Omar Sy, aussi charmeur et flambeur que Chocolat

À Madiana à partir du 5 février 2016

chocolatOmar Sy  rend son personnage de chocolat très contemporain, James Thierrée, petit-fils de Chaplin, endossant le costume de Footit avec une grande justesse.
Avec Omar Sy dans le rôle-titre face à James Thierrée, le film de Roschdy Zem insiste sur le duo Foottit et Chocolat, au risque de faire quelques raccourcis.

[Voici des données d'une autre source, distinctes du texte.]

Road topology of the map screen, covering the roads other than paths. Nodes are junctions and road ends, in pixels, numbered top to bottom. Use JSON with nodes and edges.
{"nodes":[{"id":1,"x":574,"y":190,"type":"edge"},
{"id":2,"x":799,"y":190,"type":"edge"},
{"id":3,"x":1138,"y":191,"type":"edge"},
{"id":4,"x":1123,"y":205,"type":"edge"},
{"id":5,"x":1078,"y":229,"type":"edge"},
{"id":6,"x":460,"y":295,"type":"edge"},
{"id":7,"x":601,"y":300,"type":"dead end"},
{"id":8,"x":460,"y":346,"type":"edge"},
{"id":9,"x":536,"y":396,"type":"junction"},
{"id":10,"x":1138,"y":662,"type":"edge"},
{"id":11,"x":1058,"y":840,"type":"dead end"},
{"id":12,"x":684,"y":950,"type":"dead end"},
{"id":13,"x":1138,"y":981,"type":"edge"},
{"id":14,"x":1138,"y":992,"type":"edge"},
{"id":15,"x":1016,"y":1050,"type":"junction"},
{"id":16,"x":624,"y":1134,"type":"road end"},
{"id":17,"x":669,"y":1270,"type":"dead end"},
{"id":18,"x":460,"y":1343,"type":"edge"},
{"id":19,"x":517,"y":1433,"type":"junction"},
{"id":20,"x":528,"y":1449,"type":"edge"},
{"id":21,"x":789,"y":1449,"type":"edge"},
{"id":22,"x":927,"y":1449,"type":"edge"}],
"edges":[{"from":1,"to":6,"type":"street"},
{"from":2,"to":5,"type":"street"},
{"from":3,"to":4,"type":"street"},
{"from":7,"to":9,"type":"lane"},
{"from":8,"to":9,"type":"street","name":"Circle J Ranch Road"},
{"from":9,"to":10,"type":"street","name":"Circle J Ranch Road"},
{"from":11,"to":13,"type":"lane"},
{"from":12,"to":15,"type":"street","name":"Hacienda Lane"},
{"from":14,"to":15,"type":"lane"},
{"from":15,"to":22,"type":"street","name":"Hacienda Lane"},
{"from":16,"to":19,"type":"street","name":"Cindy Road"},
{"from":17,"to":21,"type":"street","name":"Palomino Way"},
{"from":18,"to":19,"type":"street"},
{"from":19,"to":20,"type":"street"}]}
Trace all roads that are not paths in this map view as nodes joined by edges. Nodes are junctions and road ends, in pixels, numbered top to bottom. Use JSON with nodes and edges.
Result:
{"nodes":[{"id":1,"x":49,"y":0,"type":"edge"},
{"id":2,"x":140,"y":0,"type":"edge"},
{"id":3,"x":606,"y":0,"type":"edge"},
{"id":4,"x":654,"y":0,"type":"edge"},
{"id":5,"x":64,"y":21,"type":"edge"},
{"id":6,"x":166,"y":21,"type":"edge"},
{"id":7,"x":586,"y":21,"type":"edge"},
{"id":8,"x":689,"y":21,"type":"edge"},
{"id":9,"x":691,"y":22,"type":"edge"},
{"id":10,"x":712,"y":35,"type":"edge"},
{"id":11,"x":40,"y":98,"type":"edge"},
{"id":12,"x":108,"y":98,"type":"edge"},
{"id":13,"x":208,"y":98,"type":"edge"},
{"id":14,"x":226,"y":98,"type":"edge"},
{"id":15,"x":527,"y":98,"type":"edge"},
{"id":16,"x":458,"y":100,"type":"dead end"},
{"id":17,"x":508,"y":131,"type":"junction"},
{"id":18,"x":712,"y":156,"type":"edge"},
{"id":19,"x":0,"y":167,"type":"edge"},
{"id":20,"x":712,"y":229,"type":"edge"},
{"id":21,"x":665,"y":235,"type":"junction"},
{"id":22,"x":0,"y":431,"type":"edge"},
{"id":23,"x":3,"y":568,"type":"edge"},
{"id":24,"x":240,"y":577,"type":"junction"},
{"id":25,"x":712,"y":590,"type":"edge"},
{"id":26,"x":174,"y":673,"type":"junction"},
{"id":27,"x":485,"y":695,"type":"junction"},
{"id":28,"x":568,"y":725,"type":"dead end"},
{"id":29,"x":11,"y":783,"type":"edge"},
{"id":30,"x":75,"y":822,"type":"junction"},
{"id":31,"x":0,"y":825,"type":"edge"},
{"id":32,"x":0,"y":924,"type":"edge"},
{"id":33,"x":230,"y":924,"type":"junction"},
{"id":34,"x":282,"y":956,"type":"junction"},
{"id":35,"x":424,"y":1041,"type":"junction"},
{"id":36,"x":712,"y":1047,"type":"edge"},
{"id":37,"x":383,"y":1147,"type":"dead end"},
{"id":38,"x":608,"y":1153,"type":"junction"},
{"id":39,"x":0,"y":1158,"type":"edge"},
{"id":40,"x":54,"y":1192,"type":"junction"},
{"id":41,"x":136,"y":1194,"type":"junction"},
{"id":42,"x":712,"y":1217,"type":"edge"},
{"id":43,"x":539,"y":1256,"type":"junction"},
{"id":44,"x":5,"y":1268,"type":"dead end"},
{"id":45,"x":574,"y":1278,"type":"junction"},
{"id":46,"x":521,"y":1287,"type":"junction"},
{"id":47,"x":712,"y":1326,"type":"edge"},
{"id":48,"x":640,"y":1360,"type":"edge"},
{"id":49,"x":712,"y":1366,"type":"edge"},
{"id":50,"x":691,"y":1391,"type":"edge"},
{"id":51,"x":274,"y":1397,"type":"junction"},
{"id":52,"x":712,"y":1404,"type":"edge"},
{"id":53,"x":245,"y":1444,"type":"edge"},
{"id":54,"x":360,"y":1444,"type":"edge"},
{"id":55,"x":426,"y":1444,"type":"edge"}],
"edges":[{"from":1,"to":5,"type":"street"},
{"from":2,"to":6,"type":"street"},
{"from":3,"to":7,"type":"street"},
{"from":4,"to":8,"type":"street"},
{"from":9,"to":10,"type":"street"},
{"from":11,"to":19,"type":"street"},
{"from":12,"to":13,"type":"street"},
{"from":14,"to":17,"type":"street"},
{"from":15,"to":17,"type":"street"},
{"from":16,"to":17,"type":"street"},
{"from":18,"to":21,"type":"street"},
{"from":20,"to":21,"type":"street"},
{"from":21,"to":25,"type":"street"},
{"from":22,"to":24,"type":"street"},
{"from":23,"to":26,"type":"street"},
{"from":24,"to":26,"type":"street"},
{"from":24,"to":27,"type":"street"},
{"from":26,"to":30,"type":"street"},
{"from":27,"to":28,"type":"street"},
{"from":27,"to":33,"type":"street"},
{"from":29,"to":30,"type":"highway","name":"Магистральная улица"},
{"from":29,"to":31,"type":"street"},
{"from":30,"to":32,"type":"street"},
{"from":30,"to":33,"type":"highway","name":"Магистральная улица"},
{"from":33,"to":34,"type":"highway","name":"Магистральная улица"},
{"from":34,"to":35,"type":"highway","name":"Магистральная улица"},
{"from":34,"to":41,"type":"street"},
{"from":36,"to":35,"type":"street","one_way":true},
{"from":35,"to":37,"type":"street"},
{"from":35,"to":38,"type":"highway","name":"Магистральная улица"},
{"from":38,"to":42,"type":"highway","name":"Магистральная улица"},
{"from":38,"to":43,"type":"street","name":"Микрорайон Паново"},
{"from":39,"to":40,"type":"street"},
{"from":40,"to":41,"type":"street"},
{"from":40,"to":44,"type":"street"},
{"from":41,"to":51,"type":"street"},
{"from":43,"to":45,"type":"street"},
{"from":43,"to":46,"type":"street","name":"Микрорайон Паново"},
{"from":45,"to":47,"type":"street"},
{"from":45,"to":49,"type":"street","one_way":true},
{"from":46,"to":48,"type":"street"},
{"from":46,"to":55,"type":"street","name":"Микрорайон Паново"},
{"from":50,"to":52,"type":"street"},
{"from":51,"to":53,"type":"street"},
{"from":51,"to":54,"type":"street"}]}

Chocolat est l’histoire d’une ascension fulgurante et d’un effacement. Une trajectoire édifiante comme les aime le cinéma. Rafael Padilla, alias Chocolat, joue les sauvages dans un cirque minable lorsqu’il rencontre Foottit, un clown déjà célèbre, avec qui il crée à Paris le fameux duo Foottit et Chocolat, le clown blanc et l’auguste.

Dans la vie comme sur scène, tout les oppose. Foottit est aussi taciturne et secret que Chocolat est charmeur et flambeur. Le film de Roschdy Zem se concentre sur la relation entre les deux hommes, leur compagnonnage, leurs rivalités, et l’ambiguïté sur laquelle reposent leurs numéros : le Blanc frappe et le Noir reçoit les gifles. Mais Chocolat fait bien la différence entre la scène et la vie. Face à l’épicier Félix Potin, qui veut utiliser son image dans une publicité, il se rebelle et refuse d’être caricaturé.
« Être artiste, c’est ouvrir une brèche »

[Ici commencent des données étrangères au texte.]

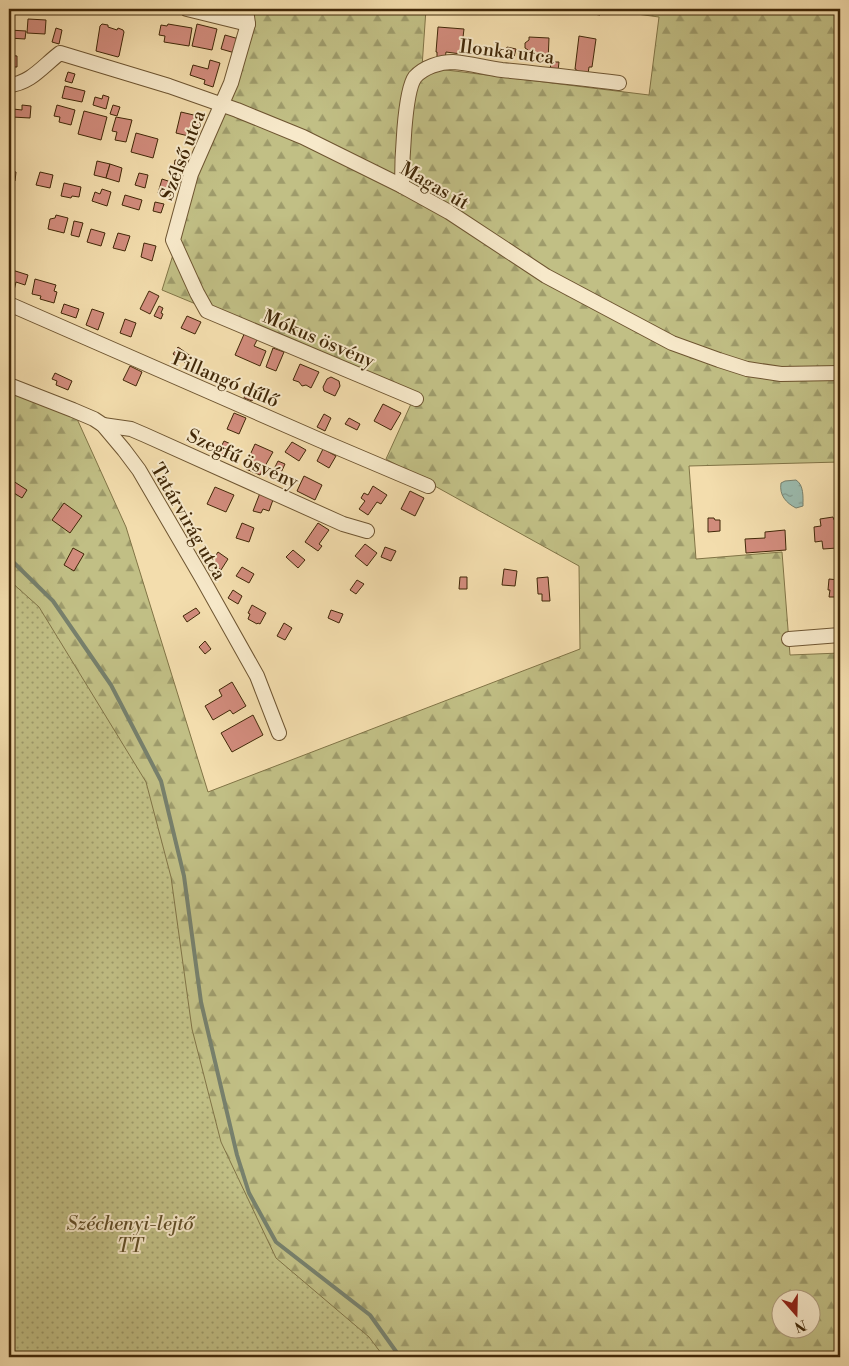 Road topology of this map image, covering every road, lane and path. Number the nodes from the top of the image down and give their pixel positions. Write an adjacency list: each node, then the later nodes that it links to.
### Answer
1 (187, 9): 3 (street)
2 (246, 9): 3 (street, Szélső utca)
3 (248, 24): 6 (street, Szélső utca)
4 (619, 83): 7 (street, Ilonka utca)
5 (9, 85): 6 (street, Magas út)
6 (221, 105): 7 (street, Magas út); 9 (street, Szélső utca)
7 (402, 186): 10 (street, Magas út)
8 (9, 304): 14 (street, Pillangó dűlő)
9 (207, 311): 12 (street, Mókus ösvény)
10 (840, 373)
11 (9, 385): 13 (street, Tatárvirág utca)
12 (416, 399)
13 (102, 425): 15 (street, Szegfű ösvény); 18 (street, Tatárvirág utca)
14 (428, 486)
15 (367, 532)
16 (840, 635): 17 (street)
17 (789, 639)
18 (279, 733)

Chocolat était célèbre avant de rencontrer Foottit, ce que ne montre pas le film. C’est l’un des raccourcis que s’autorise le scénario, probablement pour rendre la narration plus efficace. Il n’a pas non plus joué Othello, de Shakespeare, pour tenter de faire carrière au théâtre : le symbole est beau mais il s’agissait d’une autre pièce, un vaudeville aujourd’hui oublié. Les huées et le mépris de classe dont il fut victime sont, en revanche, bien réels. En dépit des libertés prises avec l’histoire et de quelques mala-dresses (les flash-back sur l’enfance d’esclave à Cuba), le réalisateur et son scénariste Cyril Gély montrent parfaitement la complexité du personnage, la manière dont Chocolat utilise les stéréotypes pour mieux les retourner. « Être artiste, c’est ouvrir une brèche », dit Rafael, sensibilisé aux questions politiques par un journaliste haïtien.

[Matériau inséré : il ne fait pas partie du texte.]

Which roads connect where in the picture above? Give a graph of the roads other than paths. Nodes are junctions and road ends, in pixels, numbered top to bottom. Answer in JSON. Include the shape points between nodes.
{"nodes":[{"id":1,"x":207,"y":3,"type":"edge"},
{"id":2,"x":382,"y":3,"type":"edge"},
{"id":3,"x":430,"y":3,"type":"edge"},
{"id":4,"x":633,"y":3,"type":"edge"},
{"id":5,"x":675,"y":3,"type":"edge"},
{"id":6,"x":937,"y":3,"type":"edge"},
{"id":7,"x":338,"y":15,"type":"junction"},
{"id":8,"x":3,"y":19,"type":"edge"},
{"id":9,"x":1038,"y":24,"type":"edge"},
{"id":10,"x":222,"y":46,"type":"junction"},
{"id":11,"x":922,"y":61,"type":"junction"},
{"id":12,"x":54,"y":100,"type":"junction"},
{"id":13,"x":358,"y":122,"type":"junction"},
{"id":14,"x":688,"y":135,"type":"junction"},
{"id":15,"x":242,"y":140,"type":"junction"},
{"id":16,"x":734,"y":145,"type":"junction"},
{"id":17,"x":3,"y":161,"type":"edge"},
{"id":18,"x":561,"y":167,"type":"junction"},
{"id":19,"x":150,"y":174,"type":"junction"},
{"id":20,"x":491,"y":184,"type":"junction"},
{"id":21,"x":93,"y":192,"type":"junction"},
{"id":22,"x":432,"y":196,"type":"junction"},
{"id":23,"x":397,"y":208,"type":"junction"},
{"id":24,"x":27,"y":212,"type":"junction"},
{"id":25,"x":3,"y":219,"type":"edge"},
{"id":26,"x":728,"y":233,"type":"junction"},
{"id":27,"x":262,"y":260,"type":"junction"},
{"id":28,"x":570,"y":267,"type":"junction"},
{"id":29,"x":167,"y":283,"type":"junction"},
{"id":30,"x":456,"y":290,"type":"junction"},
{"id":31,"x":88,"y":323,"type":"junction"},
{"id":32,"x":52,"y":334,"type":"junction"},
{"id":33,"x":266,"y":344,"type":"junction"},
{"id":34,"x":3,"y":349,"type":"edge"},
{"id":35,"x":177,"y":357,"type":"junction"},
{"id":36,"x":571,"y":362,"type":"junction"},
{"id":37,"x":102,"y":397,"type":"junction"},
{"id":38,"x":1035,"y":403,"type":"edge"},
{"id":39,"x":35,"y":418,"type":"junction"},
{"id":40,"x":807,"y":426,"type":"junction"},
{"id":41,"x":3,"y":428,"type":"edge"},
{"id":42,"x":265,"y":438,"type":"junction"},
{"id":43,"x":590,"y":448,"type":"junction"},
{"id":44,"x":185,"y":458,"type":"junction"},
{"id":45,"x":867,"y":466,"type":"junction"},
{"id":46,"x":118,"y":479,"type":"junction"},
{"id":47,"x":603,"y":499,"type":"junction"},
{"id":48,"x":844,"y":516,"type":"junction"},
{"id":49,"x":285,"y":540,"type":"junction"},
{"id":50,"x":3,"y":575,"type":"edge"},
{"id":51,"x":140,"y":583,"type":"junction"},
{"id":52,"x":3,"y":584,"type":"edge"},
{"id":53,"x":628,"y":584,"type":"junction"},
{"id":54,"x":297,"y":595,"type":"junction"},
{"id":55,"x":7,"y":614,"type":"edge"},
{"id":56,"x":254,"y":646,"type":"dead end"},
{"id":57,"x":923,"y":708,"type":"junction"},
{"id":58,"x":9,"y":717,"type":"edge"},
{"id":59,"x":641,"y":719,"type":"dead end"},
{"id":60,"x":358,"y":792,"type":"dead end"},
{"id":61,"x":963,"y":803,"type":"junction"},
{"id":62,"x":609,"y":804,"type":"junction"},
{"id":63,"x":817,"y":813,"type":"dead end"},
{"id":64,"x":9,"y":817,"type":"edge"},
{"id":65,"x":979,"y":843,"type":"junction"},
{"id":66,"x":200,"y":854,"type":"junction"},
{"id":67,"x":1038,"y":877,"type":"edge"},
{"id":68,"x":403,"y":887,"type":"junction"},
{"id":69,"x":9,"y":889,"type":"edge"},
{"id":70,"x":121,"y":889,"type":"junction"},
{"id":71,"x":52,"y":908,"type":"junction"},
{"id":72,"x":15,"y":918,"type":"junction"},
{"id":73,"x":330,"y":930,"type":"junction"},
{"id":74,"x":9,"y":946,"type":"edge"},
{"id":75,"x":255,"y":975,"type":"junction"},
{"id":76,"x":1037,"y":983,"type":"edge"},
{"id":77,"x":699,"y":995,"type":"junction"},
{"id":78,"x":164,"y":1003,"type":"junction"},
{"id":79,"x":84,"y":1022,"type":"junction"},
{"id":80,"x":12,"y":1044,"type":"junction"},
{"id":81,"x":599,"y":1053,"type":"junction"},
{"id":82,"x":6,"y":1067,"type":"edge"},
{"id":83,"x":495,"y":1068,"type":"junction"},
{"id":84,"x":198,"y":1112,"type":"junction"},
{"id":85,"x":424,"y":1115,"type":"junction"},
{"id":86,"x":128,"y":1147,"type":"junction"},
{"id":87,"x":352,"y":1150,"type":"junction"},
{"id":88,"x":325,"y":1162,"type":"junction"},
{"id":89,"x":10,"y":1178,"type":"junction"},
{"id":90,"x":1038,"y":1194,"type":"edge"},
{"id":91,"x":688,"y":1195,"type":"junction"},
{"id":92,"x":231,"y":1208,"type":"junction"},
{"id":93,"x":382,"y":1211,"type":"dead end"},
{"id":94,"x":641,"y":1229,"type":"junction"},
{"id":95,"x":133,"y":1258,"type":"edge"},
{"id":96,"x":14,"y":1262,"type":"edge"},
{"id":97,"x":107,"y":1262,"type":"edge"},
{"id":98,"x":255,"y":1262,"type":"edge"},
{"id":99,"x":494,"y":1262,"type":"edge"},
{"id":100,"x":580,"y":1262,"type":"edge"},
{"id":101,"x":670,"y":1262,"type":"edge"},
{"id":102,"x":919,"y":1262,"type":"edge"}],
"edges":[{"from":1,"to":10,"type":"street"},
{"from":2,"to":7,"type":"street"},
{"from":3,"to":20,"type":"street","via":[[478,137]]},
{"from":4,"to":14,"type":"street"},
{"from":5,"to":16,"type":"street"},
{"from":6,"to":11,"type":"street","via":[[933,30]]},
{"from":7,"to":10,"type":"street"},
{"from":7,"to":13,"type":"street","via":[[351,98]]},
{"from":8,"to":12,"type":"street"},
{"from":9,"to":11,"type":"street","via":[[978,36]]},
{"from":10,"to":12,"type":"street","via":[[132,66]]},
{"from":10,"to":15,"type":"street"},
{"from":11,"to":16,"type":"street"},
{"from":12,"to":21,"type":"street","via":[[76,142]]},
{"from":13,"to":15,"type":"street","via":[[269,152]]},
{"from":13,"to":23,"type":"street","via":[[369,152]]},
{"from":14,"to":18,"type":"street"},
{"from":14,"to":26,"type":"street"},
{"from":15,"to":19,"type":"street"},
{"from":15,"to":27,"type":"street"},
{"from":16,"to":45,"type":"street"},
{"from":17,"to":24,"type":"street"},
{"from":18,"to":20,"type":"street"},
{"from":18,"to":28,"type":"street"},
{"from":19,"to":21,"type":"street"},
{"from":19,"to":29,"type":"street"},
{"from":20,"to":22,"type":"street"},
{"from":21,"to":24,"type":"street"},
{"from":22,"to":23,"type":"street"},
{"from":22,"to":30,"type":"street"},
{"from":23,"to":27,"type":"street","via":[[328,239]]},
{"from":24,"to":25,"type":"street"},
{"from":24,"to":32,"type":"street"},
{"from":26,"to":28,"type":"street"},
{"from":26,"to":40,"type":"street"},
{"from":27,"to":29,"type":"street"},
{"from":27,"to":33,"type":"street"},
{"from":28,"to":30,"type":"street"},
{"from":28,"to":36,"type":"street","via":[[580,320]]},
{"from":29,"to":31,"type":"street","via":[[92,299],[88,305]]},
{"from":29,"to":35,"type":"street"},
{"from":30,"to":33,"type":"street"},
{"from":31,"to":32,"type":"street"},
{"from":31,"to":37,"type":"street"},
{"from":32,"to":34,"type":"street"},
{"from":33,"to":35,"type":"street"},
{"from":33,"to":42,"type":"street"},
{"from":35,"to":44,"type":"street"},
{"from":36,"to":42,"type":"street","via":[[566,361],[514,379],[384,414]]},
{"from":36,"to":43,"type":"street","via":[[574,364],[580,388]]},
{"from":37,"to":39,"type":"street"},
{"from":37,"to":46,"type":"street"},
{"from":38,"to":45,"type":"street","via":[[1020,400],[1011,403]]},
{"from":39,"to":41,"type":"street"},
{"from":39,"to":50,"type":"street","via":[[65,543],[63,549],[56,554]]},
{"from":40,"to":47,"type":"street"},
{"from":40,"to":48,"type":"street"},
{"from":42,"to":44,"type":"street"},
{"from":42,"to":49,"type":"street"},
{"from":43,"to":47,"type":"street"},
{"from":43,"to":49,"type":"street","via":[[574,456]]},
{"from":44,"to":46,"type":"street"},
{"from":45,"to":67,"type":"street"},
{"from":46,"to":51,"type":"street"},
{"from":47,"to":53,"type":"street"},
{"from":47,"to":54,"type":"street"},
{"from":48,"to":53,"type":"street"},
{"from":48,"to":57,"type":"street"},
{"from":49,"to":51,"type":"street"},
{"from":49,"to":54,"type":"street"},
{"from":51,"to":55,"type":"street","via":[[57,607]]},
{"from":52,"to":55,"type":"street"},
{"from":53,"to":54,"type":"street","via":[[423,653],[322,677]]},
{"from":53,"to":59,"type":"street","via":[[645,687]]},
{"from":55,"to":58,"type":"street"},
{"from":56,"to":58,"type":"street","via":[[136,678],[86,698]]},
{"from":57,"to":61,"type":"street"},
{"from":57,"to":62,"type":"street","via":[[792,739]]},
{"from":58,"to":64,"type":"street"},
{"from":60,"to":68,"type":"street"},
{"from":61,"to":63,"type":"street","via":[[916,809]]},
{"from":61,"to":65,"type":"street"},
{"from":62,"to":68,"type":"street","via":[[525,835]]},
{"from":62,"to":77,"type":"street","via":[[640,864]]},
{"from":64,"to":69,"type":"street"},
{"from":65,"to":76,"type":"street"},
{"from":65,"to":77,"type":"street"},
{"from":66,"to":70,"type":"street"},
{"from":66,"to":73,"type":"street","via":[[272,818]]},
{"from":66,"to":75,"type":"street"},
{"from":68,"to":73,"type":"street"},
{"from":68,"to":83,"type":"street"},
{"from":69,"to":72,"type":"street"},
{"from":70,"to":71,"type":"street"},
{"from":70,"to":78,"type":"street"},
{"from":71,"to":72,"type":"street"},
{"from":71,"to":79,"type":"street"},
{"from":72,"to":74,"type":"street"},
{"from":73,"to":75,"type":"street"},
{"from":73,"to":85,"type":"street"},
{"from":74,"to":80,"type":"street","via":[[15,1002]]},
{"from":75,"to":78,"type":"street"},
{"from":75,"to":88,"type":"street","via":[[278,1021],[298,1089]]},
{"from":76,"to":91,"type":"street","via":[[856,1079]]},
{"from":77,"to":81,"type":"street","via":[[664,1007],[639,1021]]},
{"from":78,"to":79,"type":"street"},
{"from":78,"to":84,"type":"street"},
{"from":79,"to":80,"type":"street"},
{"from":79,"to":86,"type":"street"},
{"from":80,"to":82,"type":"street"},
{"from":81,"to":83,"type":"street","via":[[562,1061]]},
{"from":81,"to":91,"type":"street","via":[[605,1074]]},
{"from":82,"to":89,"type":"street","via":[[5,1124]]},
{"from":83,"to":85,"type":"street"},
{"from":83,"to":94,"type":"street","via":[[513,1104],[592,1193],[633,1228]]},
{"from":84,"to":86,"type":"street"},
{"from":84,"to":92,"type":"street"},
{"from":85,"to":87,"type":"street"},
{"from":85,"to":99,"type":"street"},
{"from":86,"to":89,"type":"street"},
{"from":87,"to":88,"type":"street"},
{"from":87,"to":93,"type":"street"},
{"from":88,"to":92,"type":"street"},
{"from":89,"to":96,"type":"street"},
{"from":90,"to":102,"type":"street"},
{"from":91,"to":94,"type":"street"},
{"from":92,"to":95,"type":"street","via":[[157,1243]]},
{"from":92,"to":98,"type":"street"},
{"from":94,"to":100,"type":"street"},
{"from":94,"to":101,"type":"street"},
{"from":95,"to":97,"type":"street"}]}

La grande force du film est de décortiquer la gestuelle de Chocolat, parvenue jusqu’à nous grâce aux frères Lumière, la manière dont il invente une synthèse entre sa culture d’origine et les codes du spectacle européen. Formidable comédien, Omar Sy rend son personnage très contemporain et montre bien le déchirement intime de Rafael, écartelé entre le mépris dont il fait l’objet et son statut de vedette. Dans le rôle de Foottit, le choix de James Thierrée, petit-fils de Chaplin, inventeur d’un univers théâtral poétique basé sur le mime et la danse, est une évidence. Avec les frères Podalydès en « guest stars », le reste de la distribution est parfait : Olivier Gourmet, roublard à souhait, joue Joseph Oller, directeur du Nouveau Cirque, la merveilleuse Clotilde Hesme incarne avec beaucoup de finesse Marie, la compagne de Rafael…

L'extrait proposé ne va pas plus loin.